Em Macau há apenas uma marina, apesar dos constantes apelos do sector para que outras possam ser construídas, pois só assim podem apostar no desenvolvimento de um mercado de valor acrescentado que pode trazer mais turistas de qualidade ao território.
Há um exemplo flagrante de investimento privado que acabou por ser um elefante branco. A Doca dos Pescadores, com efeito, tem também uma «marina»; no entanto, o empresário promotor do empreendimento, sabendo da impossibilidade de obter a licença de utilização da mesma, devido a situar-se dentro da área de navegação dos «jetfoils», decidiu deixá-la por terminar. Um local nobre ribeirinho deixado ao abandono, apenas porque o Governo não clarifica o que vai fazer, de uma vez por todas, com o Terminal Marítimo do Porto Exterior.

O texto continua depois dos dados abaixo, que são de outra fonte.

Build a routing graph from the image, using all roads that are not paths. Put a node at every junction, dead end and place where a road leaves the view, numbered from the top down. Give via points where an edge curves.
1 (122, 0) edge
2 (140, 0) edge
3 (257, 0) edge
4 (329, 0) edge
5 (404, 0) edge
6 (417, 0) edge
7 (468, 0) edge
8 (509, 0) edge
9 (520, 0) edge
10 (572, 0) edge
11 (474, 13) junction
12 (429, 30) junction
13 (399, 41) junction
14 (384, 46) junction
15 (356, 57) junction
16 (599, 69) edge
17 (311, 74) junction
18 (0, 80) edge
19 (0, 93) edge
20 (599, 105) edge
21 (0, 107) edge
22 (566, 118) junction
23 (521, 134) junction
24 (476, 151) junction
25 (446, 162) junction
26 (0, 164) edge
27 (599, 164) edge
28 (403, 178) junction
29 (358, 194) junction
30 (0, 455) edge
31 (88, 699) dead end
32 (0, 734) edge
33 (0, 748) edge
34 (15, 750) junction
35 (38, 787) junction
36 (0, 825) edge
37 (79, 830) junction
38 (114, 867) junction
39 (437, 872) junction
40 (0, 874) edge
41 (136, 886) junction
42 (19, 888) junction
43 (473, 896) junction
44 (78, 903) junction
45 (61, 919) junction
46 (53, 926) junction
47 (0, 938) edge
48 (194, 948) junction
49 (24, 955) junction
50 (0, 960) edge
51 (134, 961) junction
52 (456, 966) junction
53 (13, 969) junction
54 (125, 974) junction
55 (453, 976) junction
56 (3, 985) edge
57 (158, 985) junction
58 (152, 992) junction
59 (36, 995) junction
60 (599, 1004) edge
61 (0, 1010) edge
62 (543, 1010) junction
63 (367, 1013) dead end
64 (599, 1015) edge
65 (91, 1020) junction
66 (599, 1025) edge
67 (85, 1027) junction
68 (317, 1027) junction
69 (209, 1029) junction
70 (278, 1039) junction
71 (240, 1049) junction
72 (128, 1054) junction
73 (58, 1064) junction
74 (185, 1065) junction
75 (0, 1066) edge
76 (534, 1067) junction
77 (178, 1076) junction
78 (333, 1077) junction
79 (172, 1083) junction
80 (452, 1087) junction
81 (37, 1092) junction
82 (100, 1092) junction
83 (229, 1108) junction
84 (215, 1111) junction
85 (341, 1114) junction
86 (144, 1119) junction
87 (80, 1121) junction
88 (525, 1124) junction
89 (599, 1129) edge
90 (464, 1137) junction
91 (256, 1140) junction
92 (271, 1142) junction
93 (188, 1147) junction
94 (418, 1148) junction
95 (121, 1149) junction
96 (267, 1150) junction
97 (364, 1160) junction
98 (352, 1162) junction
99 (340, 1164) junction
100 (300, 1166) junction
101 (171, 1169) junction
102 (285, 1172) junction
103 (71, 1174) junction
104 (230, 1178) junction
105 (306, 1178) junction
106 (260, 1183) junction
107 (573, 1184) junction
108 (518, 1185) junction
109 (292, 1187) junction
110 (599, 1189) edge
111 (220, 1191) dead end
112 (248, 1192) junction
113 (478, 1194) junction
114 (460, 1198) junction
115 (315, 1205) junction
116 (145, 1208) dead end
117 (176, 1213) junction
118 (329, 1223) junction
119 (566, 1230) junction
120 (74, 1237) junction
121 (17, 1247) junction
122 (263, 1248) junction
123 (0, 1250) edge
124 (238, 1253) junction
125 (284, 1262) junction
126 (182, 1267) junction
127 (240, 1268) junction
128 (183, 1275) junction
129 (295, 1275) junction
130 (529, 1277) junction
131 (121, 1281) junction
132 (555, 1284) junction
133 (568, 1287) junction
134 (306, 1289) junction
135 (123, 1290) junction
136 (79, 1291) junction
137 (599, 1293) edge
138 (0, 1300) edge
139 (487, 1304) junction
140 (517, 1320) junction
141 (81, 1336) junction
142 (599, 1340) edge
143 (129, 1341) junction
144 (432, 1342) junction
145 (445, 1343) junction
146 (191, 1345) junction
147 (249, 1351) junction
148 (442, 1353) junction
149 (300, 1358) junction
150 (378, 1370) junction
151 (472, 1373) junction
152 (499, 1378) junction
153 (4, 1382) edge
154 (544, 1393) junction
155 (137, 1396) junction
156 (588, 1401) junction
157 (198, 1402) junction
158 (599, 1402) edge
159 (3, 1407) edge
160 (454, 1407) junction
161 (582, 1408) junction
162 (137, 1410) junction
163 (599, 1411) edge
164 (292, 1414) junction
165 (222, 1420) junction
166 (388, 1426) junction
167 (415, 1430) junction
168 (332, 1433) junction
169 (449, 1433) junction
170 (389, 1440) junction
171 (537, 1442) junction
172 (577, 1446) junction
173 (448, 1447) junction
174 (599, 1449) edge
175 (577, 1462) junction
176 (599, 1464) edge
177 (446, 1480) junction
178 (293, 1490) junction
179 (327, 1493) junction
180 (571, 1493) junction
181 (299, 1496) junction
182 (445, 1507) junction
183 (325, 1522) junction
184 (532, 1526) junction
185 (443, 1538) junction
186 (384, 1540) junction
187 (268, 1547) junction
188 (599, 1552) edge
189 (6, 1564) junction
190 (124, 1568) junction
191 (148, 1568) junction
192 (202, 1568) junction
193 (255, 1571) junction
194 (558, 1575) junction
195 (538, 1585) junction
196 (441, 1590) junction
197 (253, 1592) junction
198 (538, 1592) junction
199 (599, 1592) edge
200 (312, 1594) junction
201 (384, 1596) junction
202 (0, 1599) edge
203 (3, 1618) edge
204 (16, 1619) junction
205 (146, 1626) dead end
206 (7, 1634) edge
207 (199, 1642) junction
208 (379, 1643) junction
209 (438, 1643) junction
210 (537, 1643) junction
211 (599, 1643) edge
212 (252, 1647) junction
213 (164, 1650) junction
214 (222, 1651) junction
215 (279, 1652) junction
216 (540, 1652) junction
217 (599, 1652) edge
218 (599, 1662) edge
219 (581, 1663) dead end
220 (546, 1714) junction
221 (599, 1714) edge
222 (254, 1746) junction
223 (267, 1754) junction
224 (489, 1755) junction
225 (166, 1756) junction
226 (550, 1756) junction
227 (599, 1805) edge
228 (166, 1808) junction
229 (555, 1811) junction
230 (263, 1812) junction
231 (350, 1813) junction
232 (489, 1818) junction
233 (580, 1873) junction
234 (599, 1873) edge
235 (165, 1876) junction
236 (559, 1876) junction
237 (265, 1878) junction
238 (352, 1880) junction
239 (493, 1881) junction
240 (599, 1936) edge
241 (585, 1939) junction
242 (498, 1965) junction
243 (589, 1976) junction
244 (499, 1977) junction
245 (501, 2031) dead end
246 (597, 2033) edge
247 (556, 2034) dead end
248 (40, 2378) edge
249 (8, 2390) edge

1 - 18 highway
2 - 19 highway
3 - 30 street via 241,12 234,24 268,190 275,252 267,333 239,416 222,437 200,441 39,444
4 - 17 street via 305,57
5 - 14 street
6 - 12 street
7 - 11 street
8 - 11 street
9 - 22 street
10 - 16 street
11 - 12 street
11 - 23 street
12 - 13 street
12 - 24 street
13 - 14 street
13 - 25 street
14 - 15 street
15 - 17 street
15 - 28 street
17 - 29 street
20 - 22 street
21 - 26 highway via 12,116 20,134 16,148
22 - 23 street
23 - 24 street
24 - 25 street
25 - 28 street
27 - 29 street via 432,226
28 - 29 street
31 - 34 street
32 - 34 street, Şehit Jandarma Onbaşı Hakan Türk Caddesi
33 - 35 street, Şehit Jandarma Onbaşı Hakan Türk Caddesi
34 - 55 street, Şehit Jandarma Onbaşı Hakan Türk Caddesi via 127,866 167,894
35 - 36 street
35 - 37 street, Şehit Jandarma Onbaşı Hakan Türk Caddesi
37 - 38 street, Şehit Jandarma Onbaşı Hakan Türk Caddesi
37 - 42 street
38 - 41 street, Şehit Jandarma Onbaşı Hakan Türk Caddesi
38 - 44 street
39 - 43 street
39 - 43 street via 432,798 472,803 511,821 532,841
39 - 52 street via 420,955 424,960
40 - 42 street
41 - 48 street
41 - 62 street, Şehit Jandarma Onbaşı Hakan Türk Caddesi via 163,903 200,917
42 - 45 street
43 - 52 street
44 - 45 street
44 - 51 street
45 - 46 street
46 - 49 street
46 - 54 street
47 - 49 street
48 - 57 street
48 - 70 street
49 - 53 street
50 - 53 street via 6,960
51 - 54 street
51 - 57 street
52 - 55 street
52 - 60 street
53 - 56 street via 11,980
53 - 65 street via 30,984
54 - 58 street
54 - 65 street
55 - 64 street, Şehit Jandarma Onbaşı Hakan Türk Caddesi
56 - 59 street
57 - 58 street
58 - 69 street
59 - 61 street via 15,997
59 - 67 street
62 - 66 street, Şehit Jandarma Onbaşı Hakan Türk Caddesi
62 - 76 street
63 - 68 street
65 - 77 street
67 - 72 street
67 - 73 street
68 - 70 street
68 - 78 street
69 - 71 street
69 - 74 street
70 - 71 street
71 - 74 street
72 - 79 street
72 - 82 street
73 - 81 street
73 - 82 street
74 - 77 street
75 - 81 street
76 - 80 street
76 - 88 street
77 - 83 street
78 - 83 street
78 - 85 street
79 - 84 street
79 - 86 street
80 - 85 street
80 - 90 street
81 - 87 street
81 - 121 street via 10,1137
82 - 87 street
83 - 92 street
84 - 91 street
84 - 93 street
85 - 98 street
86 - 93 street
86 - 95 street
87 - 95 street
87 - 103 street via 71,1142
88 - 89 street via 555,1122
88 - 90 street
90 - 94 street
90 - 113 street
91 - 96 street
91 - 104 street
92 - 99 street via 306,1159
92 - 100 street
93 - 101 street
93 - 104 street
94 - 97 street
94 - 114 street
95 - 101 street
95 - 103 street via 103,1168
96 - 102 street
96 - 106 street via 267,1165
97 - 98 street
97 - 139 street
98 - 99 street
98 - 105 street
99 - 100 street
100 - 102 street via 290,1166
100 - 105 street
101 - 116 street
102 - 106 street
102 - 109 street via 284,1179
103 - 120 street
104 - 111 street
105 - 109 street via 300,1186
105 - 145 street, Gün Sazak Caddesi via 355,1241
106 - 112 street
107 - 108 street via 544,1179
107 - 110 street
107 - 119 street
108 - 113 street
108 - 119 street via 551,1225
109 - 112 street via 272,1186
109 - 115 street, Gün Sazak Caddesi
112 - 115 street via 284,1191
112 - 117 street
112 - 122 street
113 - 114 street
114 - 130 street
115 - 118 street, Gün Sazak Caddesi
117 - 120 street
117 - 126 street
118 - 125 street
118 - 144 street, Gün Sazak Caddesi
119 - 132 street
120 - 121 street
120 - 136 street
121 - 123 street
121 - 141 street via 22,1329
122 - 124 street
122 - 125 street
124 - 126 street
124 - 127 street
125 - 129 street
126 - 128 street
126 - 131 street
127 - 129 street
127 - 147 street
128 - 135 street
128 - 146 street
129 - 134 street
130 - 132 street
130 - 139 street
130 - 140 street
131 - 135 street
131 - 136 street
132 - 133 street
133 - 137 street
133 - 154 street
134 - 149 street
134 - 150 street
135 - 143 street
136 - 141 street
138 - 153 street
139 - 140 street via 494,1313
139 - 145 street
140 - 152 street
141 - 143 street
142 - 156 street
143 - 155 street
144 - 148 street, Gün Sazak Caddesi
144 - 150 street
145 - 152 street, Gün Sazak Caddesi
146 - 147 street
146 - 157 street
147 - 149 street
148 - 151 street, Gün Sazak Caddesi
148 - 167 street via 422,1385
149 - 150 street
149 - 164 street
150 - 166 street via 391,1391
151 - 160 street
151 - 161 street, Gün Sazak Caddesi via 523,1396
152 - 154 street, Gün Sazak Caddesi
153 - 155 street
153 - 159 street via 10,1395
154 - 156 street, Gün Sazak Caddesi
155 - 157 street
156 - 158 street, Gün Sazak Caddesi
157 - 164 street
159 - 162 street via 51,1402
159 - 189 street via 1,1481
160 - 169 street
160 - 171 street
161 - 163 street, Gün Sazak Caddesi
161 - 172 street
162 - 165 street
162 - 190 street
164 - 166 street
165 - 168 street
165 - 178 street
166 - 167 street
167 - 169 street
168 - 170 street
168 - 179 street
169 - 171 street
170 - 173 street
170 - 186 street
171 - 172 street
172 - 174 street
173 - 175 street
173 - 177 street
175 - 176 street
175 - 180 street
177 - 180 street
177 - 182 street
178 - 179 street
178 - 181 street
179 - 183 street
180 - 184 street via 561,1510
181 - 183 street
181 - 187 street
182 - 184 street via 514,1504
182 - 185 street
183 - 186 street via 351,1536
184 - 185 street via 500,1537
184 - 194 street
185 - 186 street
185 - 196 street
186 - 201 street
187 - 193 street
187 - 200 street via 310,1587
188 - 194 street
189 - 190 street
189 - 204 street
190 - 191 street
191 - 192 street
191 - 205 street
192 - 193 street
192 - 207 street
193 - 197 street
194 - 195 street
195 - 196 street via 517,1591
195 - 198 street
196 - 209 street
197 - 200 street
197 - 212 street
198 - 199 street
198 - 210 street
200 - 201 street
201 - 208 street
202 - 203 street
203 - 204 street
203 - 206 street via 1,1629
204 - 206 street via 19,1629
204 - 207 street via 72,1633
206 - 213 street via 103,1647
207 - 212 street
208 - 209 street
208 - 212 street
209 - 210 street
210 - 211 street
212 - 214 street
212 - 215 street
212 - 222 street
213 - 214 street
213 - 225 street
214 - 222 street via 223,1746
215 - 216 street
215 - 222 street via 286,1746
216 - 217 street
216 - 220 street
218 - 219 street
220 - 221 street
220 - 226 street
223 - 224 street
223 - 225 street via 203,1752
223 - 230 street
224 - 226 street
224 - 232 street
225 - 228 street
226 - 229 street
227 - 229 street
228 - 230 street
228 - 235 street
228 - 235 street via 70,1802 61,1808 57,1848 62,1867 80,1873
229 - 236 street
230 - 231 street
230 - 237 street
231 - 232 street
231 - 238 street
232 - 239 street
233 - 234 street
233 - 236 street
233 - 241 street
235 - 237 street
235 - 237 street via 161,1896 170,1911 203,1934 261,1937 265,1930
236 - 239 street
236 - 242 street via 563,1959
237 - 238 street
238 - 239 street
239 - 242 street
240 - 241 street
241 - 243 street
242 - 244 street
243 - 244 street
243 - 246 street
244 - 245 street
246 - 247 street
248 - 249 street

Quem ande mais atento lembra-se certamente de que o grupo de Stanley Ho tinha apresentado, há alguns anos, um enorme projecto chamado «Oceanus», constituído por um hotel que iria ocupar parte da zona onde se encontrava o antigo centro comercial «New Yaohan», cruzando a Avenida da Amizade para o local onde se encontrava o antigo casino «Palace» e mesmo a zona do terminal dos «jetfoils». Tal projecto teve de ser metido na gaveta, já que não houve clarificação acerca da posição do Governo relativamente ao Terminal Marítimo do Porto Exterior. O «Oceanus» nasceu mas com outra fisionomia…
Com as intervenções anunciadas na orla marítima de Macau teme-se que venha a alterar-se por completo a linha de visão do território. Apesar do Governo ter promovido vários encontros para discutir este assunto, os especialistas do território defendem que uma intervenção desta envergadura não pode ser feita de ânimo leve e que deve ser criada uma equipa multidisciplinar para abordar, no plano técnico, todos os pontos.
De acordo com engenheiros e arquitectos, perguntar à população em geral o que pensa e deseja para os novos aterros não é a solução ideal, porque o comum dos cidadãos muito dificilmente estará preparado para analisar este tipo de informação.
Como em muitos outros assuntos, o Governo não deu qualquer atenção às críticas do sector e avançou como sempre tinha planeado.
Esperamos, pois, que uma intervenção humana desta envergadura na fisionomia marítima de Macau, em conjunto com o impacto da mega-ponte, não traga mais influências negativas para a qualidade de vida das pessoas da RAEM.